1. Introduction
Eye-tracking technology captures the movement of the human eye and calculates gaze direction, facilitating contactless human–computer interaction. Compared to traditional input devices, it offers the characteristics of flexibility, speed, and accuracy, enabling direct two-way information transmission between humans and machines [
1,
2]. Emerging fields, such as telemedicine, intelligent industries, and entertainment, require timely and efficient human–computer interaction, driving the need for versatile and precise solutions with significant application potential. Eye tracking technology has become a foundational enabler for a wide spectrum of human–computer interaction applications, spanning immersive augmented reality and virtual reality headsets, portable laptop-based interaction systems, driver monitoring platforms, and assistive technologies for individuals with motor impairments. Currently, existing gaze tracking technologies are primarily categorized into two types: screen-based gaze tracking and head-mounted gaze tracking.
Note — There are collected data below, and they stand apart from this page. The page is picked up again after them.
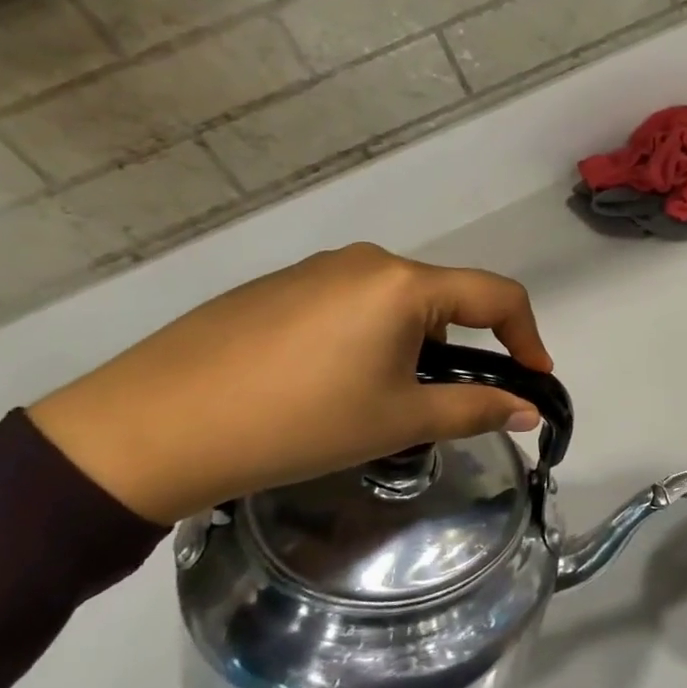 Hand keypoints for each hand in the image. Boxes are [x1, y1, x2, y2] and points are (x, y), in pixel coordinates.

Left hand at [28, 244, 552, 524]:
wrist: (153, 427)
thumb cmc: (297, 422)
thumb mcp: (397, 421)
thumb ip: (474, 409)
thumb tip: (530, 409)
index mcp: (405, 284)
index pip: (497, 295)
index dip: (528, 336)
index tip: (533, 381)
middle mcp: (368, 260)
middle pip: (444, 297)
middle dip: (459, 347)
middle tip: (435, 404)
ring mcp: (319, 268)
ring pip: (396, 302)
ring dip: (411, 344)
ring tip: (373, 400)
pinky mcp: (280, 285)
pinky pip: (349, 303)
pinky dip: (365, 337)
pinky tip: (324, 383)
Screen-based gaze tracking typically employs visible light cameras to capture images of the eyes and project gaze direction onto a screen [
3,
4]. This method is limited to two-dimensional tracking and is restricted to fixed-position screen interactions, resulting in low accuracy and a lack of flexibility. In contrast, head-mounted gaze tracking usually utilizes infrared imaging technology for three-dimensional tracking [
5,
6,
7]. This technology captures eye images and calculates gaze direction, offering higher accuracy and allowing for more lifelike interaction scenarios. This paper presents a self-developed, lightweight geometric framework for head-mounted binocular 3D gaze tracking, designed to deliver accurate 3D gaze vectors using only low-cost hardware without deep learning. The key contributions of this study include a robust geometric formulation that achieves competitive angular accuracy while significantly improving 3D position precision, and comprehensive evaluations comparing the proposed method with both state-of-the-art academic approaches and representative commercial systems. The remainder of this paper is structured as follows:
Section 2 reviews the related work of existing gaze tracking methods.
Section 3 details the system setup and the proposed geometric framework.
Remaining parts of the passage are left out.